• Required action:
Give all of the records again precisely, excluding whatever pictures they contain.

(Dataset entries)
[Start of section]
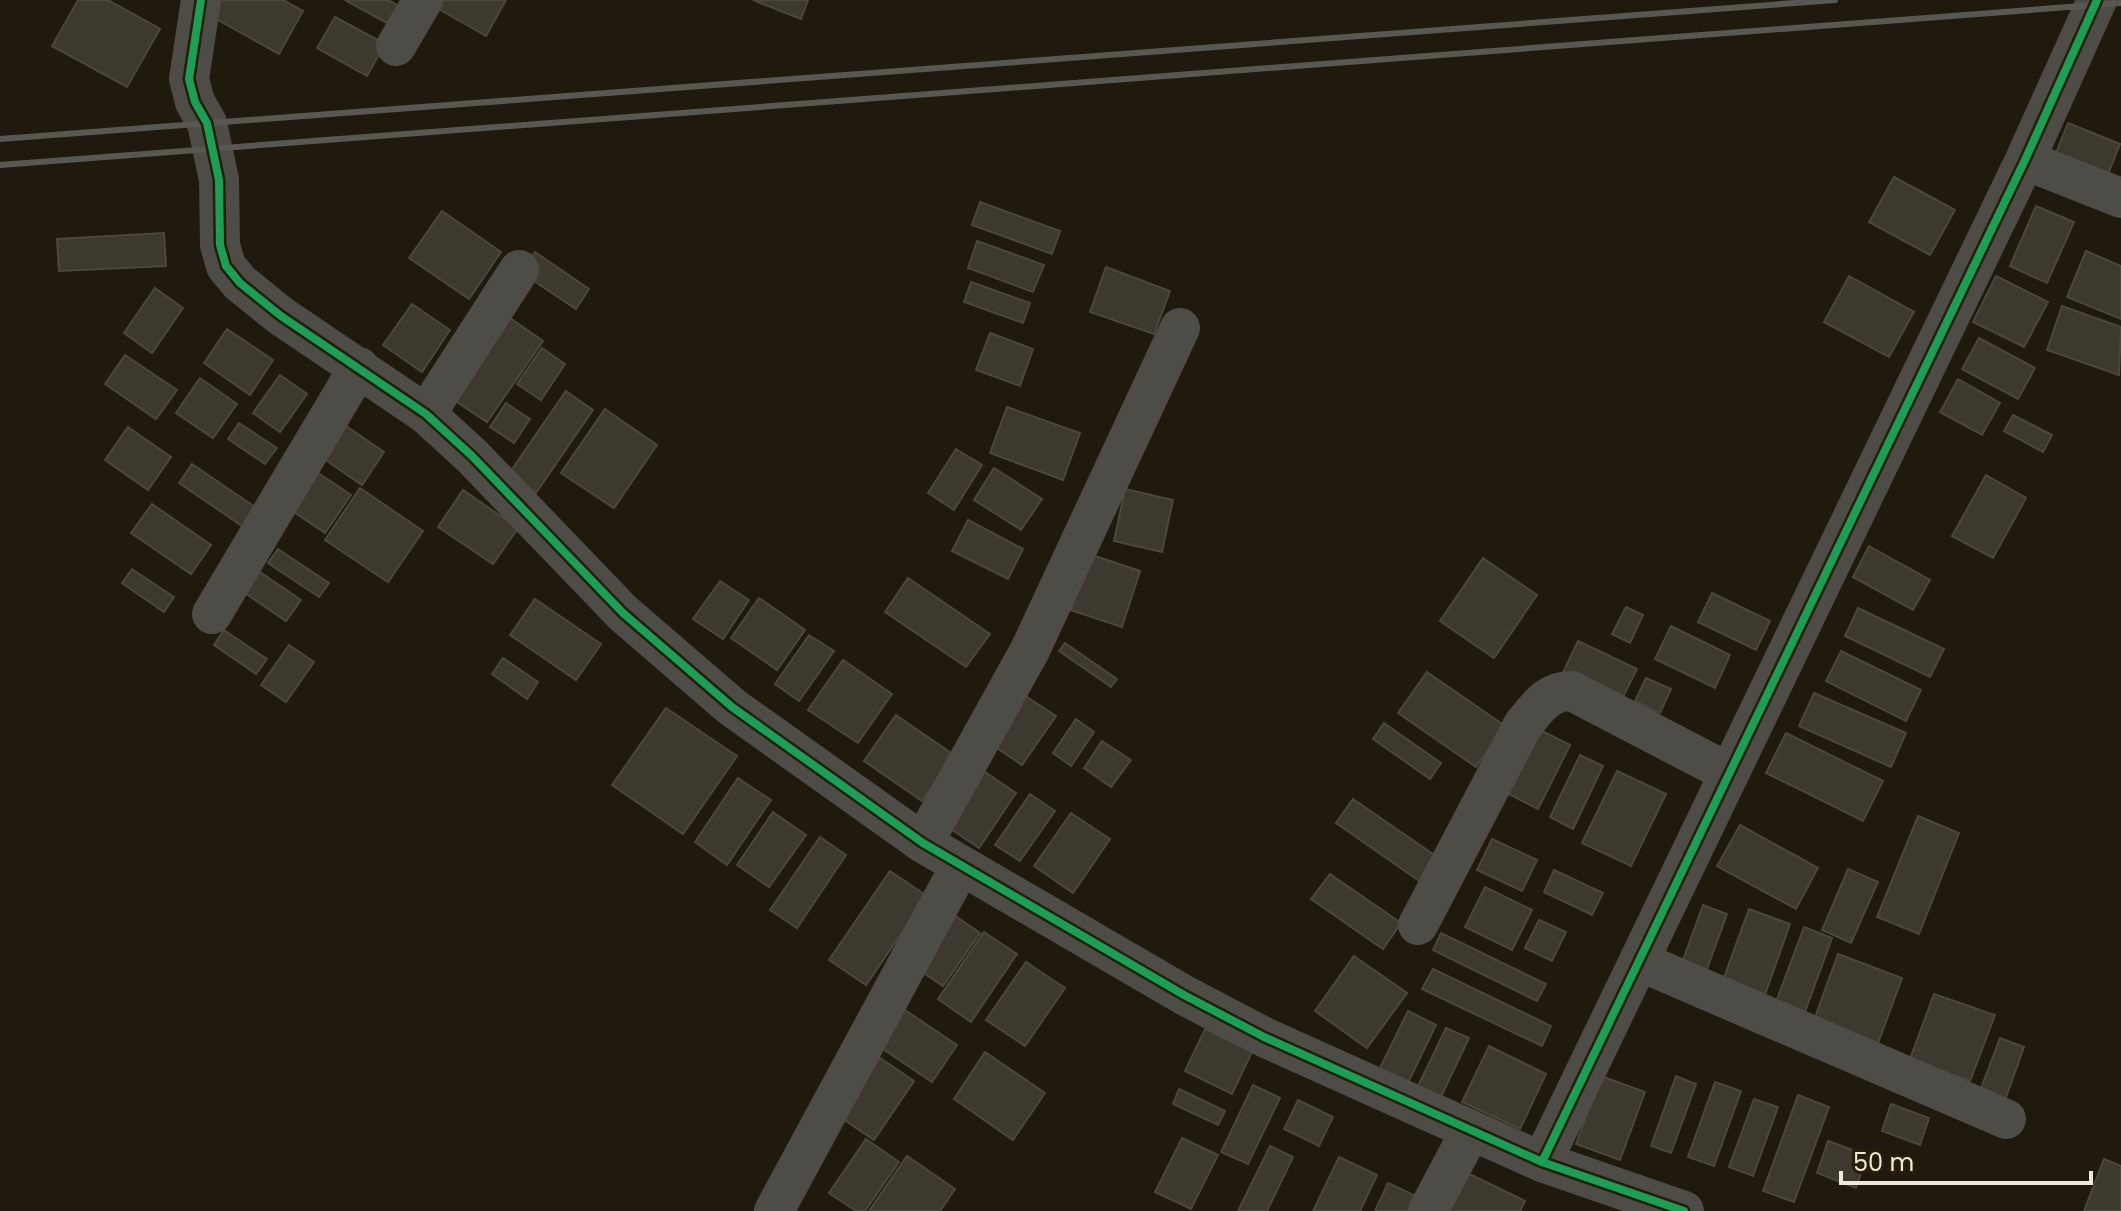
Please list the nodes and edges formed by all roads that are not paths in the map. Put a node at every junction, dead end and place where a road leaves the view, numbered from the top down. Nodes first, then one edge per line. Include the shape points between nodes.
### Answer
1 (201, 0) edge
2 (423, 0) edge
3 (2097, 0) edge
4 (396, 46) dead end
5 (2025, 160) junction
6 (2121, 198) edge
7 (519, 270) dead end
8 (1180, 328) dead end
9 (359, 367) junction
10 (426, 414) junction
11 (212, 614) dead end
12 (1729, 773) junction
13 (923, 843) junction
14 (960, 867) junction
15 (1418, 925) dead end
16 (1639, 961) junction
17 (2006, 1119) dead end
18 (1471, 1130) junction
19 (1542, 1162) junction
20 (774, 1211) edge
21 (1428, 1211) edge
22 (1684, 1211) edge

1 - 9 street via 189,79 207,123 219,180 220,245 226,266 281,316
2 - 4 street
3 - 5 street
5 - 6 street
5 - 12 street
7 - 10 street
8 - 13 street via 1030,650
9 - 10 street
9 - 11 street
10 - 13 street via 623,613 732,707
12 - 15 street via 1572,691 1558,691 1545,698 1523,725
12 - 16 street
13 - 14 street
14 - 18 street via 1264,1037
14 - 20 street
16 - 17 street
16 - 19 street
18 - 19 street
18 - 21 street
19 - 22 street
[End of section]
• Result below:
Please list the nodes and edges formed by all roads that are not paths in the map. Put a node at every junction, dead end and place where a road leaves the view, numbered from the top down. Nodes first, then one edge per line. Include the shape points between nodes.
### Answer
1 (201, 0) edge
2 (423, 0) edge
3 (2097, 0) edge
4 (396, 46) dead end
5 (2025, 160) junction
6 (2121, 198) edge
7 (519, 270) dead end
8 (1180, 328) dead end
9 (359, 367) junction
10 (426, 414) junction
11 (212, 614) dead end
12 (1729, 773) junction
13 (923, 843) junction
14 (960, 867) junction
15 (1418, 925) dead end
16 (1639, 961) junction
17 (2006, 1119) dead end
18 (1471, 1130) junction
19 (1542, 1162) junction
20 (774, 1211) edge
21 (1428, 1211) edge
22 (1684, 1211) edge

1 - 9 street via 189,79 207,123 219,180 220,245 226,266 281,316
2 - 4 street
3 - 5 street
5 - 6 street
5 - 12 street
7 - 10 street
8 - 13 street via 1030,650
9 - 10 street
9 - 11 street
10 - 13 street via 623,613 732,707
12 - 15 street via 1572,691 1558,691 1545,698 1523,725
12 - 16 street
13 - 14 street
14 - 18 street via 1264,1037
14 - 20 street
16 - 17 street
16 - 19 street
18 - 19 street
18 - 21 street
19 - 22 street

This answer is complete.